#### [SUPPLIED DATA]
-------

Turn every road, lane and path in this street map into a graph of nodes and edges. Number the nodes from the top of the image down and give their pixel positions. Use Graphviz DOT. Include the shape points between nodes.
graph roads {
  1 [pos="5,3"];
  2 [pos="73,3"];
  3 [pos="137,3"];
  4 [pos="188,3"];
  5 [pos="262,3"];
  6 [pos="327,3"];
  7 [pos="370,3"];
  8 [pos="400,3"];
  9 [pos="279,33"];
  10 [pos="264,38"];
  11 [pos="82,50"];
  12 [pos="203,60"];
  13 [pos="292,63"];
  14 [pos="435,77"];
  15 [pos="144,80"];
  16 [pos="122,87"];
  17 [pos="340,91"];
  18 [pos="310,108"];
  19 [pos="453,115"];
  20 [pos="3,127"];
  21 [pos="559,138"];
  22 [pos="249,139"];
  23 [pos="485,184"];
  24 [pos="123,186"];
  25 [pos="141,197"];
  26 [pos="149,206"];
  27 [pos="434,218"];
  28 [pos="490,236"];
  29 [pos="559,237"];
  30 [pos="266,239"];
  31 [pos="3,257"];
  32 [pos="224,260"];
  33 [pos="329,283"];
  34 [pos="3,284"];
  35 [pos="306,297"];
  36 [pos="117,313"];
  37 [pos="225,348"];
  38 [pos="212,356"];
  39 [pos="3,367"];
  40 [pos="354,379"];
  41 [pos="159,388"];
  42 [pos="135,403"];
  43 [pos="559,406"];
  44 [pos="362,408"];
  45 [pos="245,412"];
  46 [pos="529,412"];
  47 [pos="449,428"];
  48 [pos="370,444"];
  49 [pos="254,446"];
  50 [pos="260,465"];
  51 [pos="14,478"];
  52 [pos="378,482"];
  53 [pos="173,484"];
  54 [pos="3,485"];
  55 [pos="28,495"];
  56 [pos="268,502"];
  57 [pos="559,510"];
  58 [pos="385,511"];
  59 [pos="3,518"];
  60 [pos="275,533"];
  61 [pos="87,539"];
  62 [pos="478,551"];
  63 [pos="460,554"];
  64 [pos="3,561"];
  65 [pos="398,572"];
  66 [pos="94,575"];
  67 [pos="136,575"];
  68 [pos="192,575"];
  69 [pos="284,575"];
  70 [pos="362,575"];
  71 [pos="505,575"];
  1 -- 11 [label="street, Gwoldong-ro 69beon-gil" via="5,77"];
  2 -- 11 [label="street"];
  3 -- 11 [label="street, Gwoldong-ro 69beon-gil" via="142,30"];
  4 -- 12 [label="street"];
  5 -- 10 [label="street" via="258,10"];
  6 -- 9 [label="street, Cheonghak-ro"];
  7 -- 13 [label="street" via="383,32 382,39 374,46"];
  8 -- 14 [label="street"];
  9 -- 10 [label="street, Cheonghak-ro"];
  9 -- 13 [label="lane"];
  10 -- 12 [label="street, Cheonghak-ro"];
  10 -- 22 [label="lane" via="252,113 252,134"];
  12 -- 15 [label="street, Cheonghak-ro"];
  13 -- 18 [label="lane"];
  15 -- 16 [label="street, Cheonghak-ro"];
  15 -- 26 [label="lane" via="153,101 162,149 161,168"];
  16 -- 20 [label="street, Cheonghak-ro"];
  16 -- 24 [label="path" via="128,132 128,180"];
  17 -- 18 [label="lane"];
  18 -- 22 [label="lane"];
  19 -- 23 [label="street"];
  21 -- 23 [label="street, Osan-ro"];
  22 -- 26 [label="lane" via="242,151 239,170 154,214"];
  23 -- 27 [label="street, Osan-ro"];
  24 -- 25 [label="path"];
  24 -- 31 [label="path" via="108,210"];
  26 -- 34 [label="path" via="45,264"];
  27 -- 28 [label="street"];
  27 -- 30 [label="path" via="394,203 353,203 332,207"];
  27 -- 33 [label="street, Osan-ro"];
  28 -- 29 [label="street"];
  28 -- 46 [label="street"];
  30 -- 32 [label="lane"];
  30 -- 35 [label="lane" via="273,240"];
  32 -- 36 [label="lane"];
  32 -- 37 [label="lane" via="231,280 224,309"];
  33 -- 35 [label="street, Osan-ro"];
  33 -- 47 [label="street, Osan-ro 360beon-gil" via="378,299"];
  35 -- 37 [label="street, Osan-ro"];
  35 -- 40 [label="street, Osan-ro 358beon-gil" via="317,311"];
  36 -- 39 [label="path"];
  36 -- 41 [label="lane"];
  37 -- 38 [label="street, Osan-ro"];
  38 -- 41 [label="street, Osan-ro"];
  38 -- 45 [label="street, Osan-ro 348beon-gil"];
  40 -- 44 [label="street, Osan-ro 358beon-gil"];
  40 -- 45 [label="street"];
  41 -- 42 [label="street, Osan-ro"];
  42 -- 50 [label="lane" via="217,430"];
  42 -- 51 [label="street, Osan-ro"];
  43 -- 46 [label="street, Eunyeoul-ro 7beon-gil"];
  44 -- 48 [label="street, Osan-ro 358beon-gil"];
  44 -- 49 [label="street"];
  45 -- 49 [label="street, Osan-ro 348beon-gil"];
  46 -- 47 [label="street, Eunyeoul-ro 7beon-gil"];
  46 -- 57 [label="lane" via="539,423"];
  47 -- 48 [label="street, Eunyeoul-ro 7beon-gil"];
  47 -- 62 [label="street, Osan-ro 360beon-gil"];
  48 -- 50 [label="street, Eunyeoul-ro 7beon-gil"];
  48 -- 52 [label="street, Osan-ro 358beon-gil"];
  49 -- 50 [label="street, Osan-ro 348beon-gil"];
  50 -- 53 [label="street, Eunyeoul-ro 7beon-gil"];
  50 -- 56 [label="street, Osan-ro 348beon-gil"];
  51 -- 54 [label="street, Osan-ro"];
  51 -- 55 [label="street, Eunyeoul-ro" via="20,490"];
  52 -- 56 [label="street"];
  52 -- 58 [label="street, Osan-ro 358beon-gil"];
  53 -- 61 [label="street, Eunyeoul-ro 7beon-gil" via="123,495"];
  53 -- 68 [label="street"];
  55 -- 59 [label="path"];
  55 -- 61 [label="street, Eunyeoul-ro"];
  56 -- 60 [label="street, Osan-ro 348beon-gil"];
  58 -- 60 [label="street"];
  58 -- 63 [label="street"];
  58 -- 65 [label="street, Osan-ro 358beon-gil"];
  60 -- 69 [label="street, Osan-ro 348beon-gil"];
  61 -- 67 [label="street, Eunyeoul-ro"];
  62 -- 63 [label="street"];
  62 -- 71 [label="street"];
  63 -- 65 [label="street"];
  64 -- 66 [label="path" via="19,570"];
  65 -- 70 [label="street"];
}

-------

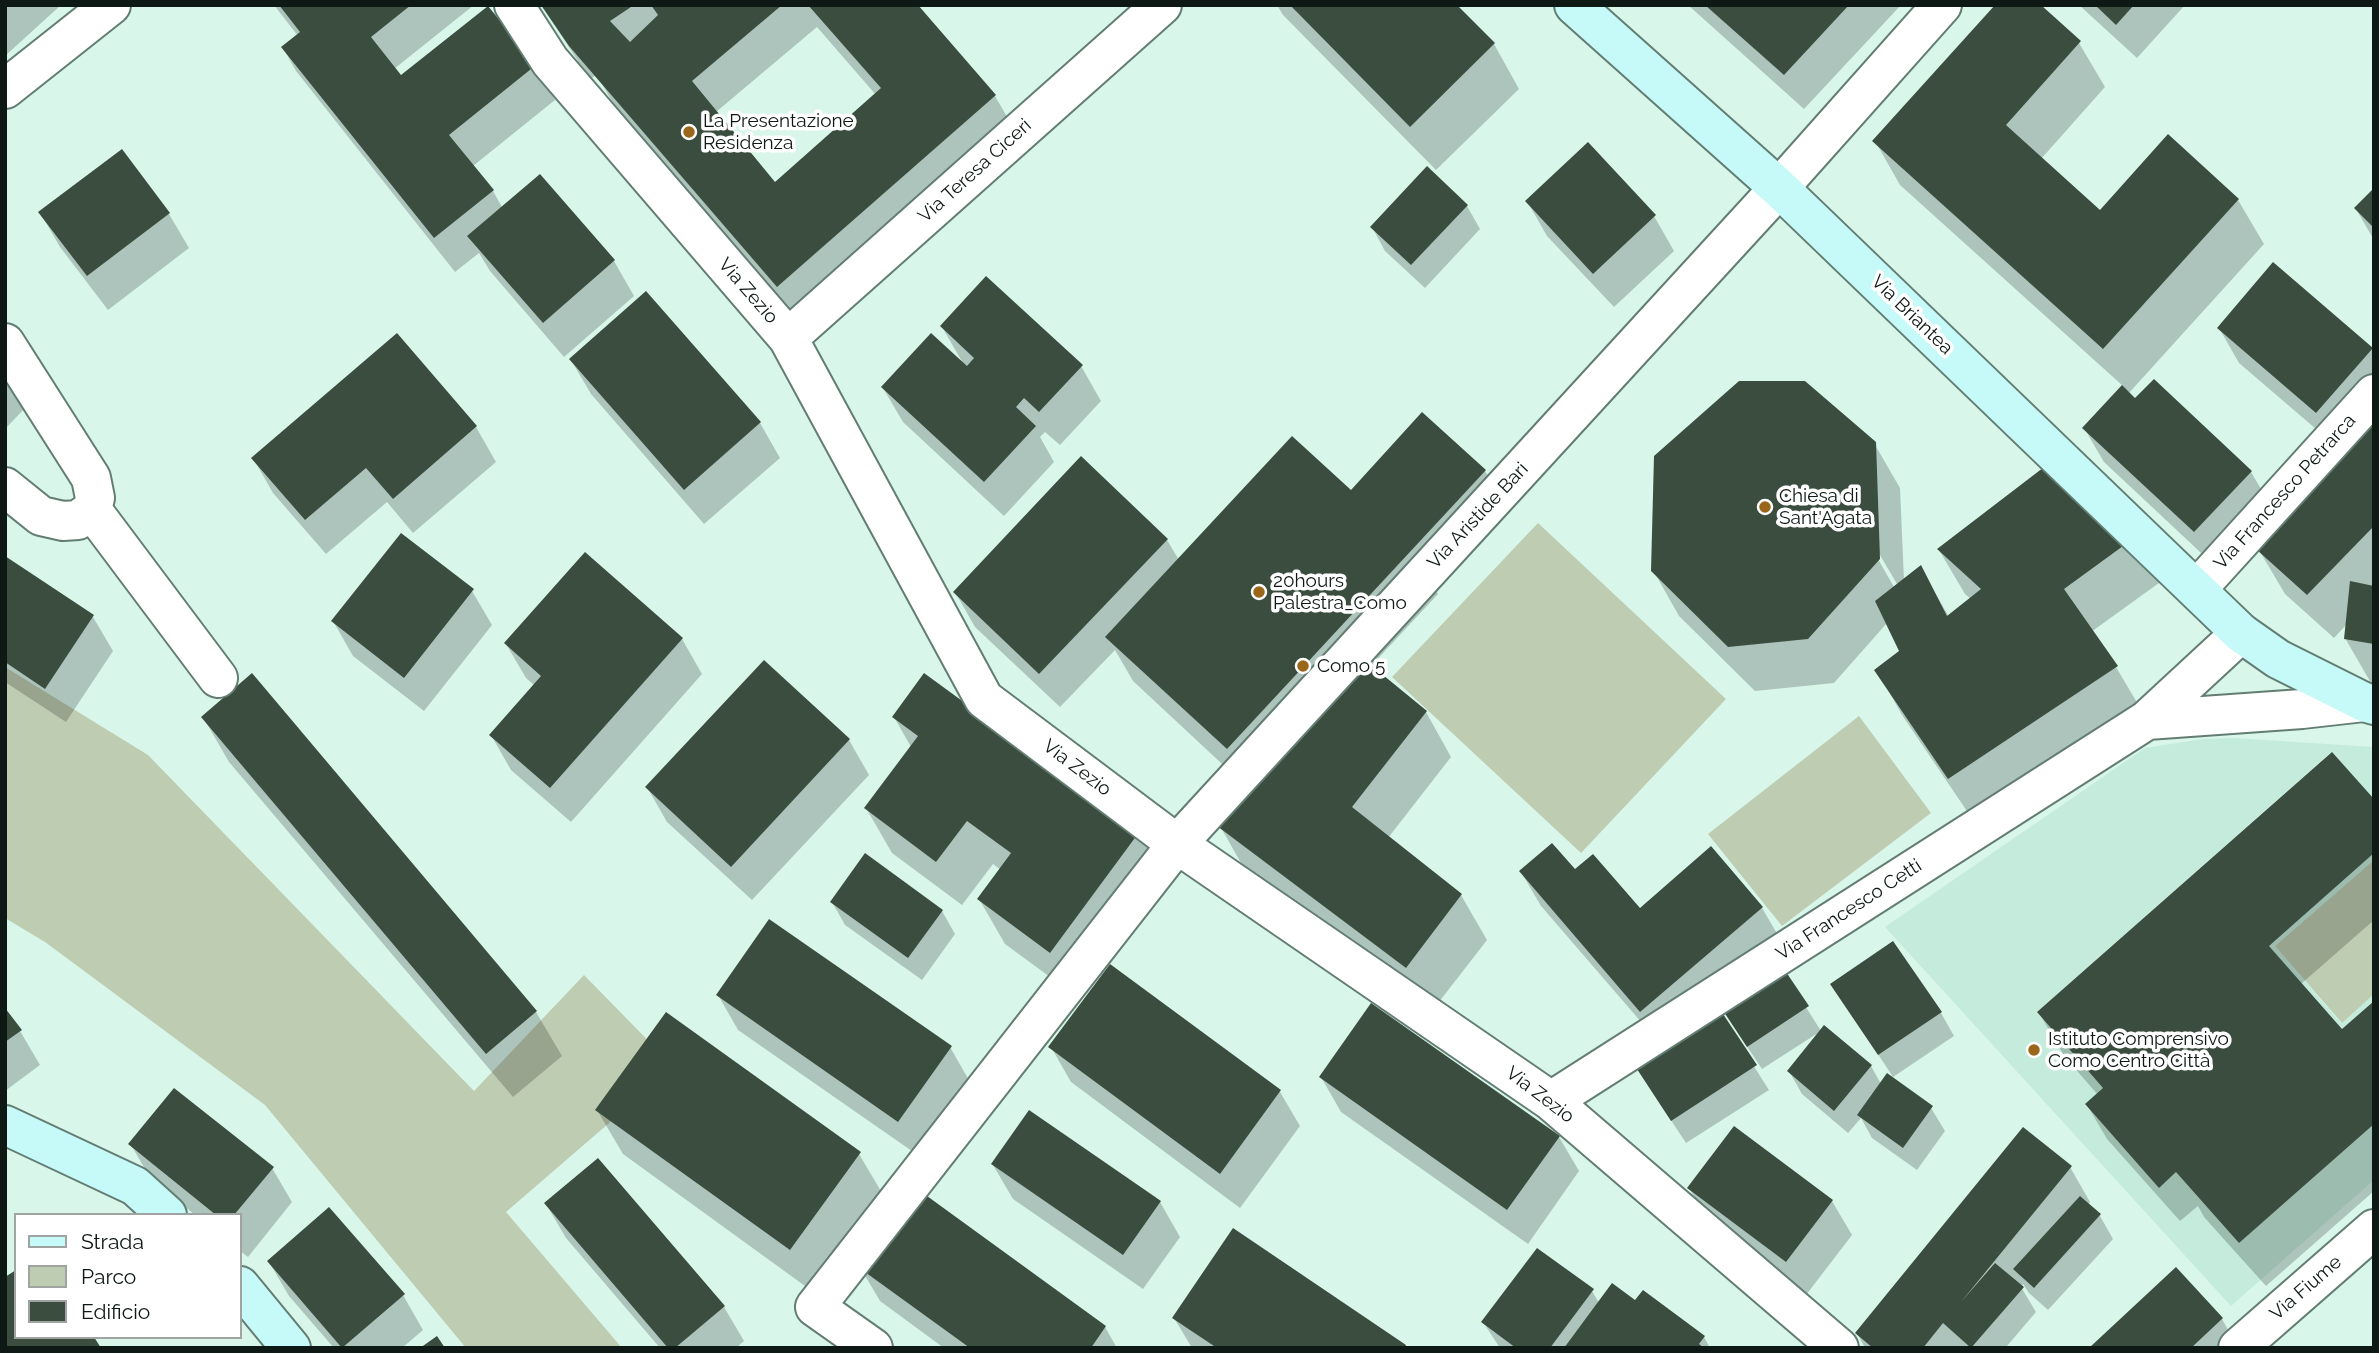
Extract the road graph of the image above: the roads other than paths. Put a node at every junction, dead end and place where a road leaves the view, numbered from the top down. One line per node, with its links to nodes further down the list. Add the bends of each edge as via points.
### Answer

-------

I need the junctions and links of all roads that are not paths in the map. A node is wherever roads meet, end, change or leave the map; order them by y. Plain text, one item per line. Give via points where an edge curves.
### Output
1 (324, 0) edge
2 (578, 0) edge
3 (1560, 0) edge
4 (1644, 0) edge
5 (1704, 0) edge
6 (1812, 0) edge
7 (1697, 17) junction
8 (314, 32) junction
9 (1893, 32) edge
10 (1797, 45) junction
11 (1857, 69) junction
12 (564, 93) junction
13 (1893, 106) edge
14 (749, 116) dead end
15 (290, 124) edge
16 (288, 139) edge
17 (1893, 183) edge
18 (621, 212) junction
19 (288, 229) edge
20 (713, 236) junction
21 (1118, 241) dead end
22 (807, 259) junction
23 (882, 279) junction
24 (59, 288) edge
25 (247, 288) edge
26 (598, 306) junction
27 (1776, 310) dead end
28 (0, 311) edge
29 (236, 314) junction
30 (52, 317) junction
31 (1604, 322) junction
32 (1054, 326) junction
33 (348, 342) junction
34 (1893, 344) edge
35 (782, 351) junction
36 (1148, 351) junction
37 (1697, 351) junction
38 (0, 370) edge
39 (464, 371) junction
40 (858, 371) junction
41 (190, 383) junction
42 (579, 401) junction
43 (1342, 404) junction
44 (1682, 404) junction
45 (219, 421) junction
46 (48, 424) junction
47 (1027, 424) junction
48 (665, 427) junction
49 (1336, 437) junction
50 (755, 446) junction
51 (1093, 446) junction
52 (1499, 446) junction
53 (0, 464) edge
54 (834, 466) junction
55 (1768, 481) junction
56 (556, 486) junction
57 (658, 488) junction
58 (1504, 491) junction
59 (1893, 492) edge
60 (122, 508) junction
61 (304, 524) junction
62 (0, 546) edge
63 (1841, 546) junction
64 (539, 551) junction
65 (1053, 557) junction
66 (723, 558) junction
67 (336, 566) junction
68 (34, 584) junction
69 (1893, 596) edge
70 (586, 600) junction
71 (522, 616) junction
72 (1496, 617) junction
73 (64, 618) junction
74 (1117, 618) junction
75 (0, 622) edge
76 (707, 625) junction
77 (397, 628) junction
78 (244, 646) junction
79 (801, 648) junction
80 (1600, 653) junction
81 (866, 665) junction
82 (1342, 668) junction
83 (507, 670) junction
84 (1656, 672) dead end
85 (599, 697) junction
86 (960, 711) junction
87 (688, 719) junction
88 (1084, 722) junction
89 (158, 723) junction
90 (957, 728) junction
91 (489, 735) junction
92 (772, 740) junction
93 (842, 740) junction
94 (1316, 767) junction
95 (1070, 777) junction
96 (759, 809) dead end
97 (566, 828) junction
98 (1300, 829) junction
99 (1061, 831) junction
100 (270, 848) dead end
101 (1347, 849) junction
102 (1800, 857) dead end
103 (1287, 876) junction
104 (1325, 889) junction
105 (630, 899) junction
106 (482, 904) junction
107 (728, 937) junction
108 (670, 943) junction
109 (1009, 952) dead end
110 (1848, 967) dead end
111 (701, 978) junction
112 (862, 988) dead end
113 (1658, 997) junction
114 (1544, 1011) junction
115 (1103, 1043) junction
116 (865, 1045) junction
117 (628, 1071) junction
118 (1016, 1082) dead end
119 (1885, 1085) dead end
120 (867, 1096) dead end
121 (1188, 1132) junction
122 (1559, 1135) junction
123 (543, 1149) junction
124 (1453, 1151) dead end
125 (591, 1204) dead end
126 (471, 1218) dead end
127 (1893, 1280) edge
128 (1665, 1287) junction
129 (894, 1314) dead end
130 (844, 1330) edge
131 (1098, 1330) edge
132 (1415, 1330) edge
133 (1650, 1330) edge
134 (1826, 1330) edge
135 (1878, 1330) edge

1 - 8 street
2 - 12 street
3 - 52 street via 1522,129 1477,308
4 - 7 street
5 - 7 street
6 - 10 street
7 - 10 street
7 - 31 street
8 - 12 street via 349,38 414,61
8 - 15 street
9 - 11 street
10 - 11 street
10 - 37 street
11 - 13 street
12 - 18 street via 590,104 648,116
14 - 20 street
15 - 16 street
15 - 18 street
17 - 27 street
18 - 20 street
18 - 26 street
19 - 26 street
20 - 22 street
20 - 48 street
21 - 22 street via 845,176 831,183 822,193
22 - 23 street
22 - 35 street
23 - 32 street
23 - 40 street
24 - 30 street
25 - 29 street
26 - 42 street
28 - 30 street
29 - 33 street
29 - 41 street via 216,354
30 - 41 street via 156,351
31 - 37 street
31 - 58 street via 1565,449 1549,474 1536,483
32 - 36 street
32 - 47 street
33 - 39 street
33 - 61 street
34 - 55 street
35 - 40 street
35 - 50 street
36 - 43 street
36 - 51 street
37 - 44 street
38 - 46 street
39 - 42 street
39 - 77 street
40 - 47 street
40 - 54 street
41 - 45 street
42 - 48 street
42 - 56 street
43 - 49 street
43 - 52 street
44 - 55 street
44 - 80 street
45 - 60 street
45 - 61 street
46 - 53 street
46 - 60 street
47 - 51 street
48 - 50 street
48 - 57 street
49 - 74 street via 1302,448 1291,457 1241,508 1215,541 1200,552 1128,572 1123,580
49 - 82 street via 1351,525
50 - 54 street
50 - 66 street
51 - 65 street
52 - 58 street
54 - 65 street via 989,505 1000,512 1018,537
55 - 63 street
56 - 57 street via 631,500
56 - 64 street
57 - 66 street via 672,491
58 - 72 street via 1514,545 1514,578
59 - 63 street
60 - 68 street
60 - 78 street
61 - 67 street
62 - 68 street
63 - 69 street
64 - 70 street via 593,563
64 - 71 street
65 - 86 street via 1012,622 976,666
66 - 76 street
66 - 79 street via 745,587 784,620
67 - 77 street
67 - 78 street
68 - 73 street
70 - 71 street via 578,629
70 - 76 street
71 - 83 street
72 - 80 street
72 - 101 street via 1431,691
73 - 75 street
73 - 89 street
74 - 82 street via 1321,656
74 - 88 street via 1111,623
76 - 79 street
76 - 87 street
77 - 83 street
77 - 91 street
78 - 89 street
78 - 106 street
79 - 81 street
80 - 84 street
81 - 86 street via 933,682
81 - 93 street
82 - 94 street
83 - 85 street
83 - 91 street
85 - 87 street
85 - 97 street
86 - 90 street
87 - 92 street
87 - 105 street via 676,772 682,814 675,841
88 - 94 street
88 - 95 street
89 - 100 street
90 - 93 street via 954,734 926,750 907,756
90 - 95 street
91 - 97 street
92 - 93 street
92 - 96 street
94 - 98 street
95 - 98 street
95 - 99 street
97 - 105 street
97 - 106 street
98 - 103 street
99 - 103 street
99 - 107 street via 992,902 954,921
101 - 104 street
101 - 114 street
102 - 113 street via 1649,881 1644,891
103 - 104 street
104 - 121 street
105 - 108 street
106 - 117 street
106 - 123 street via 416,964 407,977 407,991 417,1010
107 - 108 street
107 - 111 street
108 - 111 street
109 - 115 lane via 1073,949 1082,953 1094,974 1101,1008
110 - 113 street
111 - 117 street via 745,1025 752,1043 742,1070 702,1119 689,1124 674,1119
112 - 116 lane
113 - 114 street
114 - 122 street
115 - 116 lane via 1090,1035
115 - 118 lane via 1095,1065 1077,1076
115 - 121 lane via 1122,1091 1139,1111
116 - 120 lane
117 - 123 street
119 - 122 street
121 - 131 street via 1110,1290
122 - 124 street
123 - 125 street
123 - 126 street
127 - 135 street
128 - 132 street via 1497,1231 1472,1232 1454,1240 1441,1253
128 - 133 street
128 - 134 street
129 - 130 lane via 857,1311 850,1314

-------

#### [INSTRUCTIONS FOR THE TASK]
Take the entries above and copy out all lines with the string "where".

#### [ANSWER BELOW]
Extract the road graph of the image above: the roads other than paths. Put a node at every junction, dead end and place where a road leaves the view, numbered from the top down. One line per node, with its links to nodes further down the list. Add the bends of each edge as via points.
I need the junctions and links of all roads that are not paths in the map. A node is wherever roads meet, end, change or leave the map; order them by y. Plain text, one item per line. Give via points where an edge curves.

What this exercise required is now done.